Reprising the fertilizer: I told Rich I hauled a load of the “digested” byproduct to my garden last spring but wasn’t sure if the anaerobic process removed all the benefits from the residue “Not the case,” according to Rich. Dale told him the nitrogen was not removed during the digesting and that what I put on my rhubarb and raspberries and tomato patch was rich in N. I also spread some byproduct around a gooseberry bush that has shown no growth to speak of in four years. Last summer it suddenly sprang to life, doubled in size, rejuvenated apparently by the restorative power of that nitrogen-packed compost.
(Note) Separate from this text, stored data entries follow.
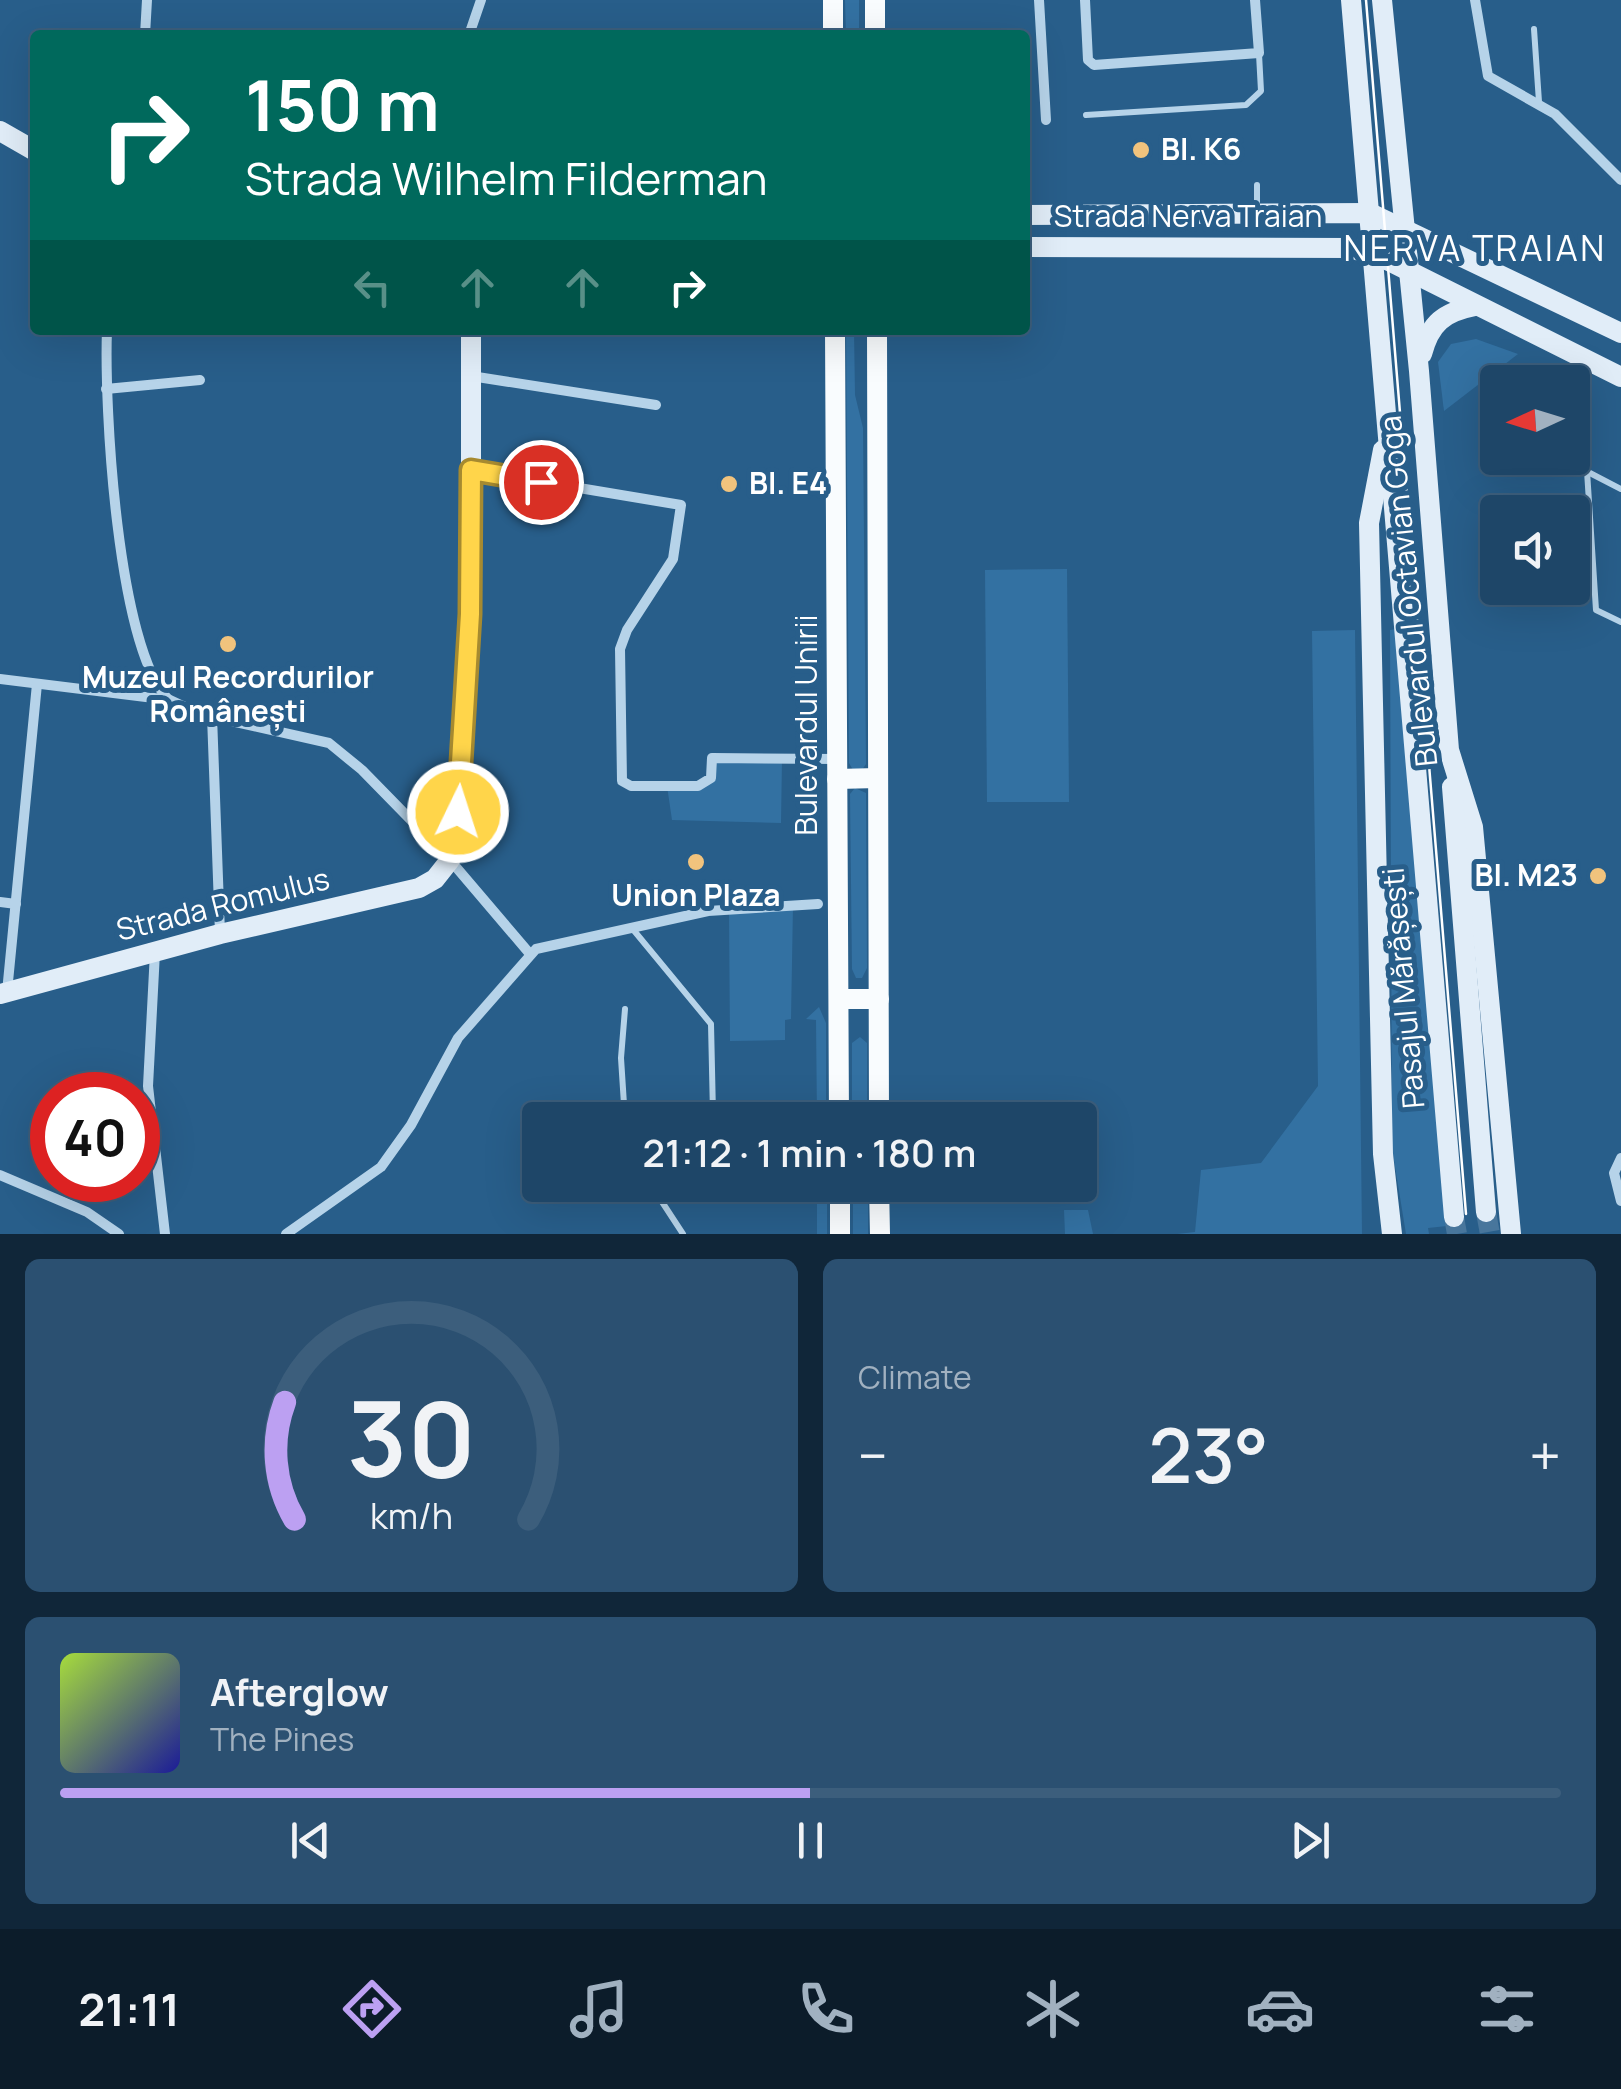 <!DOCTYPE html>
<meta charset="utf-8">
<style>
:root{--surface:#1e4668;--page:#2b5071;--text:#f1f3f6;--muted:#a1b1c0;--line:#3c5e7c;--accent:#bca0f2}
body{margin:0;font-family:Manrope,sans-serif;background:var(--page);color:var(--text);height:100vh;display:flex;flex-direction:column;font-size:38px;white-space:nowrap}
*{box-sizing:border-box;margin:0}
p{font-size:32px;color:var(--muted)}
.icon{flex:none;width:55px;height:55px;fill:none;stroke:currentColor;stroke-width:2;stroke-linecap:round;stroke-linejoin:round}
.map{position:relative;height:1234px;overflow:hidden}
.panel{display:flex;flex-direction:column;gap:25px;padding:25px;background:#102639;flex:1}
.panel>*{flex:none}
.guide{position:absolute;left:30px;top:30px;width:1000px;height:305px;border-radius:10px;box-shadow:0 10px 40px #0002,0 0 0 2px var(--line);background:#00695c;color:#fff;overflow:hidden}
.needle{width:65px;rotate:266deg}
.controls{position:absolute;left:1480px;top:365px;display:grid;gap:20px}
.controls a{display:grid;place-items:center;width:110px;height:110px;border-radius:10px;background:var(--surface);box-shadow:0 10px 40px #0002,0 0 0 2px var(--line);font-size:50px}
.speed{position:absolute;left:30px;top:1072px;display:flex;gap:20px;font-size:50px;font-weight:700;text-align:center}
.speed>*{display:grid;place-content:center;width:130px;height:130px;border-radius:50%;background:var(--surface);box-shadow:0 10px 40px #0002,0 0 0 2px var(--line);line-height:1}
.speed .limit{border:15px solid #d22;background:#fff;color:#111}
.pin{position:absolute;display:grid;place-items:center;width:85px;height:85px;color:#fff;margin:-42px;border:5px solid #fff;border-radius:50%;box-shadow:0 2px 10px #0007}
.me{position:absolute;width:110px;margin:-55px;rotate:4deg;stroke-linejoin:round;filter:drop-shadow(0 0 8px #0008)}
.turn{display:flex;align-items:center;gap:35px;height:210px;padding:0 50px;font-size:45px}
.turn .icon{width:130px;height:130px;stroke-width:2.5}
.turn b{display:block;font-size:70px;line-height:85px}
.lanes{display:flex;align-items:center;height:95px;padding:0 50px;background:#0003;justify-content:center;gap:50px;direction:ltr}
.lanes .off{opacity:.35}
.big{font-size:75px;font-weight:600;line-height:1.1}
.panel .tile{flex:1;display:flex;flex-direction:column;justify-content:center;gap:15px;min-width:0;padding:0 35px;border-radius:15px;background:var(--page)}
.panel .dial{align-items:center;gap:0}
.dial svg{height:260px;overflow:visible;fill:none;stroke:var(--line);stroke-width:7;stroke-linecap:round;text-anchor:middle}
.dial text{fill:var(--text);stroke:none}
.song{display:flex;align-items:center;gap:30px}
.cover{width:120px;height:120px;border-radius:15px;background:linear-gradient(135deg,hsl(80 70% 55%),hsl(240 70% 35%))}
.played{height:10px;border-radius:5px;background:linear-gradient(90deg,var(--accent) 50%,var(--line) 50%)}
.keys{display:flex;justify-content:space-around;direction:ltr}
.heat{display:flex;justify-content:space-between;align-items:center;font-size:55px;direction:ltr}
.panel .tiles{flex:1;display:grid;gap:25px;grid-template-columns:1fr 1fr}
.tile:last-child{grid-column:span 2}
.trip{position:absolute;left:522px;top:1102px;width:575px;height:100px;border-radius:10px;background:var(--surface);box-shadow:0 10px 40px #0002,0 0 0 2px var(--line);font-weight:600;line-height:100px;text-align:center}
.menu{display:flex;height:160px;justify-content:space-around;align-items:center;background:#0c1c2a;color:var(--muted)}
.menu .icon{width:70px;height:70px}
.menu .on{color:var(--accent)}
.menu b{font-size:45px;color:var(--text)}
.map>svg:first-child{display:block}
.green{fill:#3371a2}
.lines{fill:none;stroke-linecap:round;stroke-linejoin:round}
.secondary-tunnel{stroke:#48769c;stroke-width:20;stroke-dasharray:20 10;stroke-linecap:butt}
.lane{stroke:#b6d3e9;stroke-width:6}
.street{stroke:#b6d3e9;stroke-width:10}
.secondary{stroke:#e1edf8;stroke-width:20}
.primary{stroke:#f9fcfe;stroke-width:20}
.tram{stroke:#fff;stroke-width:2.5}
.route-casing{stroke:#a68a30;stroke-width:25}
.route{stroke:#ffd54a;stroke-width:18}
.poi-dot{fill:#f1c37d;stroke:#285e8a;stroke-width:4}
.labels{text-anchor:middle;stroke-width:10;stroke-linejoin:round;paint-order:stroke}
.poi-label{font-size:30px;font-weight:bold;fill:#fff;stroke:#285e8a;text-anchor:start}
.street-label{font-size:30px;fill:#fff;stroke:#285e8a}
.quarter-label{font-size:35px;letter-spacing:2.5px;fill:#fff;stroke:#285e8a}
</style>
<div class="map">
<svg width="1621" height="1234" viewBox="0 0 1621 1234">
<rect width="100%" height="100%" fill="#285e8a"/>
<!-- green -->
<g class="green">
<path d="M845 0H859V35H846Z"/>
<path d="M846 330H854L855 395 863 428 866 764 862 770H853L849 763Z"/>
<path d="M1476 339 1518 354 1444 411 1438 362 1451 344Z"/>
<path d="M1067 569 1069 802H987L985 570Z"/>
<path d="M1397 629 1447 1226 1428 1228 1429 1234H1406L1392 1148 1390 630Z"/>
<path d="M1355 630 1362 1234H1177L1195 1232 1201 1170 1261 1163 1318 1086 1312 631Z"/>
<path d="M712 758 782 759 781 823 672 820 667 786 705 784Z"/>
<path d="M855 788 866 793 867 968 862 978H856L852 969 850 794Z"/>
<path d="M793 905 791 1019 785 1020V1040L730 1041 729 908Z"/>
<path d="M819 1007 826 1023V1120H817L816 1020 806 1019Z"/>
<path d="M860 1037 867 1043V1120H852V1043Z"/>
<rect x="817" y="1185" width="10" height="49"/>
<rect x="853" y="1185" width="15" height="49"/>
<path d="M1064 1210H1088L1093 1234H1065Z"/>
</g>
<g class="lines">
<!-- secondary-tunnel -->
<g class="secondary-tunnel">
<path d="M1486 1212 1490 1234"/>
<path d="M1454 1217 1457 1234"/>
</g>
<!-- lane -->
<g class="lane">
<path d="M1534 29 1539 102"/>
<path d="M1086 115 1246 105 1261 91 1259 54"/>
<path d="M1257 209V185"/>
<path d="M1587 471 1596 610 1621 622"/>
<path d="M1588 472 1621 489"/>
<path d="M631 927 711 1024 713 1114"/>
<path d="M625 1009 621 1058 625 1120"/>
<path d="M651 1185 683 1234"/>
</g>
<!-- street -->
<g class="street">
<path d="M1039 0 1046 120"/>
<path d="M1085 0 1088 60 1094 65 1259 53 1255 0"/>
<path d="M1475 0 1488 76 1555 114 1621 180"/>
<path d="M145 35 147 0"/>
<path d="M469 35 481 0"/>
<path d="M107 330C104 405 117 649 169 700"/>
<path d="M471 376 656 405"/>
<path d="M106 389 200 380"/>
<path d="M471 470 681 505 673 559 627 630 620 649 622 781 631 786H698L711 778 712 758 837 759"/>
<path d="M0 679 170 700 200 714 329 743 362 770 450 860 530 954"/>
<path d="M212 716 220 933"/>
<path d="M0 902 16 904"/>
<path d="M155 952 148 1086 165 1234"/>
<path d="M7 992 37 684"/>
<path d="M1621 1158 1614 1173 1621 1201"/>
<path d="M0 1175 87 1212 119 1234"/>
<path d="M286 1234 381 1167 411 1125 458 1038 536 949 708 911 818 904"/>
</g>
<!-- secondary -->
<g class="secondary">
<path d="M1351 0 1454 1217"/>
<path d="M1382 0 1419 371 1449 750 1473 827 1511 1234"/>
<path d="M0 131 35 151"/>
<path d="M1025 215 1370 213 1621 333"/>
<path d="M1025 247 1351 248 1389 261 1621 377"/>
<path d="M1422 354C1430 323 1444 312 1475 306"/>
<path d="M1383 450 1369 523 1383 1154 1392 1234"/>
<path d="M1452 787 1486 1212"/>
<path d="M0 994 220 934 419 888 435 879 450 860 457 812 471 581V330"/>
</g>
<!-- primary -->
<g class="primary">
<path d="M833 0V35"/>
<path d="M875 0V35"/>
<path d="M835 330 839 1120"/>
<path d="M877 330 879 1120"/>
<path d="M837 779 878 778"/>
<path d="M839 999H879"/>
<path d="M840 1185V1234"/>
<path d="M879 1185 880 1234"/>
</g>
<!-- tram -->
<path class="tram" d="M1366 0 1466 1214"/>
</g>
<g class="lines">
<!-- route casing -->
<g class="route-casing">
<path id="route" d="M458 812 470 614 471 470 541 482"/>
</g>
<!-- route -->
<use href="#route" class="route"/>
</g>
<!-- markers -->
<g class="poi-dot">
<circle cx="1141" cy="150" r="10"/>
<circle cx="729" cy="484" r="10"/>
<circle cx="228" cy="644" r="10"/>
<circle cx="696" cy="862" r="10"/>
<circle cx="1598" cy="876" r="10"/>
</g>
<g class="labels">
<!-- poi labels -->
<g class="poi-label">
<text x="1161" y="160">Bl. K6</text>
<text x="749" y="494">Bl. E4</text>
<text x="228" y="688" text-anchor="middle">Muzeul Recordurilor<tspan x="228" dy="34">Românești</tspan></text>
<text x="1578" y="886" text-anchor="end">Bl. M23</text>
<text x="696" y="906" text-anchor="middle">Union Plaza</text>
</g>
<!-- street labels -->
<g class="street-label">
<text x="1188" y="227">Strada Nerva Traian</text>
<text transform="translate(1409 591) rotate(-96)" y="10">Bulevardul Octavian Goga</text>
<text transform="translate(807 725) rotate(-90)" y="10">Bulevardul Unirii</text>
<text transform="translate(223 905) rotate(-14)" y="10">Strada Romulus</text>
<text transform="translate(1404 988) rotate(-95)" y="10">Pasajul Mărășești</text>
</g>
<!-- quarter labels -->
<g class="quarter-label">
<text x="1475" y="261">NERVA TRAIAN</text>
</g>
</g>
</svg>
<div class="controls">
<a><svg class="needle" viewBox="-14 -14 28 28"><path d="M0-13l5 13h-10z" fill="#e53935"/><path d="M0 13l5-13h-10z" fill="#a1b1c0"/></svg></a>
<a><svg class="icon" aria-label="sound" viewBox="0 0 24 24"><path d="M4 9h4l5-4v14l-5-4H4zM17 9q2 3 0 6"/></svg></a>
</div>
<div class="speed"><div class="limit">40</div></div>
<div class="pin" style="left:541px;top:482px;background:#d93025"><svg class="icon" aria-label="arrive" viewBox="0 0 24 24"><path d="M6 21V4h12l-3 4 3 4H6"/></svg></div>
<svg class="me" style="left:458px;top:812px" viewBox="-20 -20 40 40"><circle r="17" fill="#ffd54a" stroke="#fff" stroke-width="3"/><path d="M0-11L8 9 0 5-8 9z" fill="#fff"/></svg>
<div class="trip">21:12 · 1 min · 180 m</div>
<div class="guide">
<div class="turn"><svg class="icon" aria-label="right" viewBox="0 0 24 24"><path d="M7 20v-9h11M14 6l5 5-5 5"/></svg><div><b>150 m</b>Strada Wilhelm Filderman</div></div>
<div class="lanes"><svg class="icon off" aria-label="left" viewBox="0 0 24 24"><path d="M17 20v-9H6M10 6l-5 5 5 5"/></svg><svg class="icon off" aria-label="ahead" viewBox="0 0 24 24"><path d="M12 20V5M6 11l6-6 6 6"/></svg><svg class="icon off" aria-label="ahead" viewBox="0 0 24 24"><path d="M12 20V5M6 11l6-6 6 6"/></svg><svg class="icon" aria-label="right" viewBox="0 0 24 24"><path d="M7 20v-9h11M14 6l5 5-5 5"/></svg></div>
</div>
</div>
<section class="panel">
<div class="tiles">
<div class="tile dial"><svg viewBox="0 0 100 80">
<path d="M14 69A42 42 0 1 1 86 69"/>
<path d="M14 69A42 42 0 0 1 11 33" stroke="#bca0f2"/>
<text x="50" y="56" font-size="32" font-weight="700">30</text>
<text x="50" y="72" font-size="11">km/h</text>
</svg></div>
<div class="tile"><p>Climate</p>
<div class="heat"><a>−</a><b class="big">23°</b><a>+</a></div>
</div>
<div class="tile">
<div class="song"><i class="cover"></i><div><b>Afterglow</b><p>The Pines</p></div></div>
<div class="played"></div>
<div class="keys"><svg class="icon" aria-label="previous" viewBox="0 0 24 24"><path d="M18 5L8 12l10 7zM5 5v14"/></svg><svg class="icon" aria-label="pause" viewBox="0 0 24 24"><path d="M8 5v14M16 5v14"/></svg><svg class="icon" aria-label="next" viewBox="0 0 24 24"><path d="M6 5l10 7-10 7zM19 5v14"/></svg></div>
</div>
</div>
</section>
<nav class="menu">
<b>21:11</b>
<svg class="icon on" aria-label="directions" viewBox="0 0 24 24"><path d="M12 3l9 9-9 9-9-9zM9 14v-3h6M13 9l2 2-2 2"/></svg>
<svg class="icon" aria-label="music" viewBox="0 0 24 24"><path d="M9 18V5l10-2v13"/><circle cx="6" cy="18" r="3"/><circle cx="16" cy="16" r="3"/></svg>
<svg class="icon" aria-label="phone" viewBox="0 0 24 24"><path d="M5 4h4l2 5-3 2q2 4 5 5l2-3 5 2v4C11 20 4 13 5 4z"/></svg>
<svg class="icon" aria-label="climate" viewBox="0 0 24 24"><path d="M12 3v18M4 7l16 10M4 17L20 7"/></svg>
<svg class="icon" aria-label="car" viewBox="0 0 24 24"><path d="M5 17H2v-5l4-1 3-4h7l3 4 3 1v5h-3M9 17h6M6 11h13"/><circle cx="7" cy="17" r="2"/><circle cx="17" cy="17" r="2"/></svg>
<svg class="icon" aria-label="filters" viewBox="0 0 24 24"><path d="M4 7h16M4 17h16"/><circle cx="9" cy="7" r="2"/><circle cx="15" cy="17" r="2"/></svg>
</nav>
From fertilizer to gardens: Rich tells me he misses his garden and the rich soil of the Valley. “My ground,” he says, “is a thin veneer of soil and beneath that nothing but pure clay!” I tell him about my brother’s ten acres above Arlington, earth filled with rocks that will grind a tiller down in no time. Rich shakes his head. “You know,” he laughs, “when we moved, Judy asked if we could ‘dig up our garden’ and take the soil with us along with the household goods and furniture.” Now isn’t that just the sort of thing you’d expect a grave robber to say?